Your job with the data below is to output exactly the lines from the one holding "Trace all roads" down to the one holding "Turn all roads", both included, and no others.

◆ **Records for processing**
BEGIN
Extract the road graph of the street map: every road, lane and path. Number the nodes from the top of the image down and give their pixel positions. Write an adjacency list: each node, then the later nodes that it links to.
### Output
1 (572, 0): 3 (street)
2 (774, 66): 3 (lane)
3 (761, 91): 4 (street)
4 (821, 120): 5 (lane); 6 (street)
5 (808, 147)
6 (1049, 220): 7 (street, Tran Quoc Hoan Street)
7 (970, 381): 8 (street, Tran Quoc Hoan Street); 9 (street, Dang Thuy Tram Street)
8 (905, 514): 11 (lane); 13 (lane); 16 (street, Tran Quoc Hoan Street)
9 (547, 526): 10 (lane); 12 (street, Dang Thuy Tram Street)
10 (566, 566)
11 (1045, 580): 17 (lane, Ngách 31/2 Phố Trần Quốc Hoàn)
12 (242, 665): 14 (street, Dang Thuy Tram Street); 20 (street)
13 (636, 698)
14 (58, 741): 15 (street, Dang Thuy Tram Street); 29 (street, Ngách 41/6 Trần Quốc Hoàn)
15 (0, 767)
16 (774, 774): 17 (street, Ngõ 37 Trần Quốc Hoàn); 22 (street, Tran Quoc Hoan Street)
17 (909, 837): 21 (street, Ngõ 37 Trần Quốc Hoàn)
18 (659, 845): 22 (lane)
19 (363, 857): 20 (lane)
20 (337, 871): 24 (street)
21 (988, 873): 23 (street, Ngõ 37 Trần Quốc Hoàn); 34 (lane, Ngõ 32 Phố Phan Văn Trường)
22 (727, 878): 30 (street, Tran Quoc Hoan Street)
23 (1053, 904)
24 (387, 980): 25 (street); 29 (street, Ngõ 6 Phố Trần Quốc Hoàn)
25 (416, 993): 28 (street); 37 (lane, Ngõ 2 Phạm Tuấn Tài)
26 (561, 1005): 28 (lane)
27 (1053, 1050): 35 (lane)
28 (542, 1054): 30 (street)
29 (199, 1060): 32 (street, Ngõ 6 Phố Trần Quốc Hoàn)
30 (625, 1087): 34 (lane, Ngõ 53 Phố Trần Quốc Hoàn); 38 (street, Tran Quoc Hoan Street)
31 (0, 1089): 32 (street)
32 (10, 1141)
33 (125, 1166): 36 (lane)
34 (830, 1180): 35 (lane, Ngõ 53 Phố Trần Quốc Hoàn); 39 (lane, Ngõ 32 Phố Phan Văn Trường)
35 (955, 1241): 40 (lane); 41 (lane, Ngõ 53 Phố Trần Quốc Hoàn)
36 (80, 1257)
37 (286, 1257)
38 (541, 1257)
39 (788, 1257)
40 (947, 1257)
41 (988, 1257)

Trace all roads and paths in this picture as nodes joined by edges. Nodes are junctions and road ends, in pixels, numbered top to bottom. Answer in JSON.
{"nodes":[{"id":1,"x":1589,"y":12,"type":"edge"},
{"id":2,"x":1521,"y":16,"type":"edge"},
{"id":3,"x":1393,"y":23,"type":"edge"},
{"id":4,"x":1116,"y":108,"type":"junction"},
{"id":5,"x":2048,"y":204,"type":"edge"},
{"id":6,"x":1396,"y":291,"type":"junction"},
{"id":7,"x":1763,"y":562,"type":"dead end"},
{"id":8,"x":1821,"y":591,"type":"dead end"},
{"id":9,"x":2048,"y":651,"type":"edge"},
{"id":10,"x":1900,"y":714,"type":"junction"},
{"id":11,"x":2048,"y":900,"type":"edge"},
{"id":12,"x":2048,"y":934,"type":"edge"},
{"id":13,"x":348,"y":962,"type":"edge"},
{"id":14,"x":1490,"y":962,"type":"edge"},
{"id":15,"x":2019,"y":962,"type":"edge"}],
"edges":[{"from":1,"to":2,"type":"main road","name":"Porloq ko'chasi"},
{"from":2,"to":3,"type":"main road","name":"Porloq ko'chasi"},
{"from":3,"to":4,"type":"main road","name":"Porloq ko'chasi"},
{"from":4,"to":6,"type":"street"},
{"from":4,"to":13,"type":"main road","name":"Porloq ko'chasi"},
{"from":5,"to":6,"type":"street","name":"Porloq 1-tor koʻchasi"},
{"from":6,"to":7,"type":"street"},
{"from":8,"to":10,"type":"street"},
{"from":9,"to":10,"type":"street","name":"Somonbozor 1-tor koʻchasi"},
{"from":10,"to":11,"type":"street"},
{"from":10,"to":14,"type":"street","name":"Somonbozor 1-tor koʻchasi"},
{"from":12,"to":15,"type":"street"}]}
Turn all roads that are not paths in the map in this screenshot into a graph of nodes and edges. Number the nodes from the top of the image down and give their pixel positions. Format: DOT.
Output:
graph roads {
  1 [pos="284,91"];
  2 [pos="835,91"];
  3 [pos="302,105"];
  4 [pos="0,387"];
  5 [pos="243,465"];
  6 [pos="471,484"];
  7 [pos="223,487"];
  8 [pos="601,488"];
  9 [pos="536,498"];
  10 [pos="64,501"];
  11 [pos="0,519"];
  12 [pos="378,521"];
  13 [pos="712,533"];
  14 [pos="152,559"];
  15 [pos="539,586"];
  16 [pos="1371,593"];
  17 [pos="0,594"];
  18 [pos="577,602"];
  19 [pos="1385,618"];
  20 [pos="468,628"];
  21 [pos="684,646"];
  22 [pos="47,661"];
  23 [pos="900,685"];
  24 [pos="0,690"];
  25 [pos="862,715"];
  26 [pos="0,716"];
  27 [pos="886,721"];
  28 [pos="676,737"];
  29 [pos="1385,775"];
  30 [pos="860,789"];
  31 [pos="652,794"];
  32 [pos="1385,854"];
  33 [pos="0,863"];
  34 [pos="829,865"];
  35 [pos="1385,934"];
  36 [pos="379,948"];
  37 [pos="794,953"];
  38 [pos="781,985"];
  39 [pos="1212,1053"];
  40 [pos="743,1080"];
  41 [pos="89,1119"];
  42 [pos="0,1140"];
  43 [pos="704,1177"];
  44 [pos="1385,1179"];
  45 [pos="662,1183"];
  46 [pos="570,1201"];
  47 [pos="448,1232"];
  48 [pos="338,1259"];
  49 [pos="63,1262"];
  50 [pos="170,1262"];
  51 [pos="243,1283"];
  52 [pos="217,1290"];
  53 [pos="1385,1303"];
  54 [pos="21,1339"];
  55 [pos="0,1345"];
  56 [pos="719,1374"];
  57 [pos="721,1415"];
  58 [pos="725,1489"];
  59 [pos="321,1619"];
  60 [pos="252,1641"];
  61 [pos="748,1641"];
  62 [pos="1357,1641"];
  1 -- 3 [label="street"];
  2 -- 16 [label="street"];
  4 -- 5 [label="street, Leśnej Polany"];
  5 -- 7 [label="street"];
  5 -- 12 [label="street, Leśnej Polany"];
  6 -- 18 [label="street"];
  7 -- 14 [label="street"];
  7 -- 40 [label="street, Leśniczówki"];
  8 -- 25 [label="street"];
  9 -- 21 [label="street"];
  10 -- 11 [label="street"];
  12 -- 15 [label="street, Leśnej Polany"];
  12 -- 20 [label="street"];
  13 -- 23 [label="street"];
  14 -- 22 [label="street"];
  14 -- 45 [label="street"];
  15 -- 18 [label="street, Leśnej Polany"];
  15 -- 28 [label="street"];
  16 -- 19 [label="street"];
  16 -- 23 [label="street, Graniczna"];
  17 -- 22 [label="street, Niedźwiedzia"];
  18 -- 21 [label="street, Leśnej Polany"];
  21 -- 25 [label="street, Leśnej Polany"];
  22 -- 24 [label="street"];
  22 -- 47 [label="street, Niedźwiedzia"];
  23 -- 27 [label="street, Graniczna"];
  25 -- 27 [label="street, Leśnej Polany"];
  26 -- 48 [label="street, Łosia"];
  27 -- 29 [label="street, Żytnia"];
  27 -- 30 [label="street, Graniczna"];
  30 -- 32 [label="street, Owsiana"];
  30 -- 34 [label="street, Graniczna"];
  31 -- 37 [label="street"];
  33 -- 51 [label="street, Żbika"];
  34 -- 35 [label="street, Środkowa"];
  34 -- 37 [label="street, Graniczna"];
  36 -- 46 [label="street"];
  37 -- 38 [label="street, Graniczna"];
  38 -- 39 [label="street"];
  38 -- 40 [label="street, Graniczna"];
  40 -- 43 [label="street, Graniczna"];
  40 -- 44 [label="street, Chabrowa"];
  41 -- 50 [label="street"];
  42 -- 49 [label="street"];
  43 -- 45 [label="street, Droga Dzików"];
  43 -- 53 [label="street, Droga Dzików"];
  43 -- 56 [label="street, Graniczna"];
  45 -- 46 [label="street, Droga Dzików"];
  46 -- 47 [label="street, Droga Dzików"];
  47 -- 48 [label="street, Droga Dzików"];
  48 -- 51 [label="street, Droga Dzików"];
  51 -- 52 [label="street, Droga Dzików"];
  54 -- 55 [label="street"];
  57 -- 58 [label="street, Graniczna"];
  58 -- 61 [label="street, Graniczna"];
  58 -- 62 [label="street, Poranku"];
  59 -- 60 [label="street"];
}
END
◆ **Output below**
Trace all roads and paths in this picture as nodes joined by edges. Nodes are junctions and road ends, in pixels, numbered top to bottom. Answer in JSON.
{"nodes":[{"id":1,"x":1589,"y":12,"type":"edge"},
{"id":2,"x":1521,"y":16,"type":"edge"},
{"id":3,"x":1393,"y":23,"type":"edge"},
{"id":4,"x":1116,"y":108,"type":"junction"},
{"id":5,"x":2048,"y":204,"type":"edge"},
{"id":6,"x":1396,"y":291,"type":"junction"},
{"id":7,"x":1763,"y":562,"type":"dead end"},
{"id":8,"x":1821,"y":591,"type":"dead end"},
{"id":9,"x":2048,"y":651,"type":"edge"},
{"id":10,"x":1900,"y":714,"type":"junction"},
{"id":11,"x":2048,"y":900,"type":"edge"},
{"id":12,"x":2048,"y":934,"type":"edge"},
{"id":13,"x":348,"y":962,"type":"edge"},
{"id":14,"x":1490,"y":962,"type":"edge"},
{"id":15,"x":2019,"y":962,"type":"edge"}],
"edges":[{"from":1,"to":2,"type":"main road","name":"Porloq ko'chasi"},
{"from":2,"to":3,"type":"main road","name":"Porloq ko'chasi"},
{"from":3,"to":4,"type":"main road","name":"Porloq ko'chasi"},
{"from":4,"to":6,"type":"street"},
{"from":4,"to":13,"type":"main road","name":"Porloq ko'chasi"},
{"from":5,"to":6,"type":"street","name":"Porloq 1-tor koʻchasi"},
{"from":6,"to":7,"type":"street"},
{"from":8,"to":10,"type":"street"},
{"from":9,"to":10,"type":"street","name":"Somonbozor 1-tor koʻchasi"},
{"from":10,"to":11,"type":"street"},
{"from":10,"to":14,"type":"street","name":"Somonbozor 1-tor koʻchasi"},
{"from":12,"to":15,"type":"street"}]}
Turn all roads that are not paths in the map in this screenshot into a graph of nodes and edges. Number the nodes from the top of the image down and give their pixel positions. Format: DOT.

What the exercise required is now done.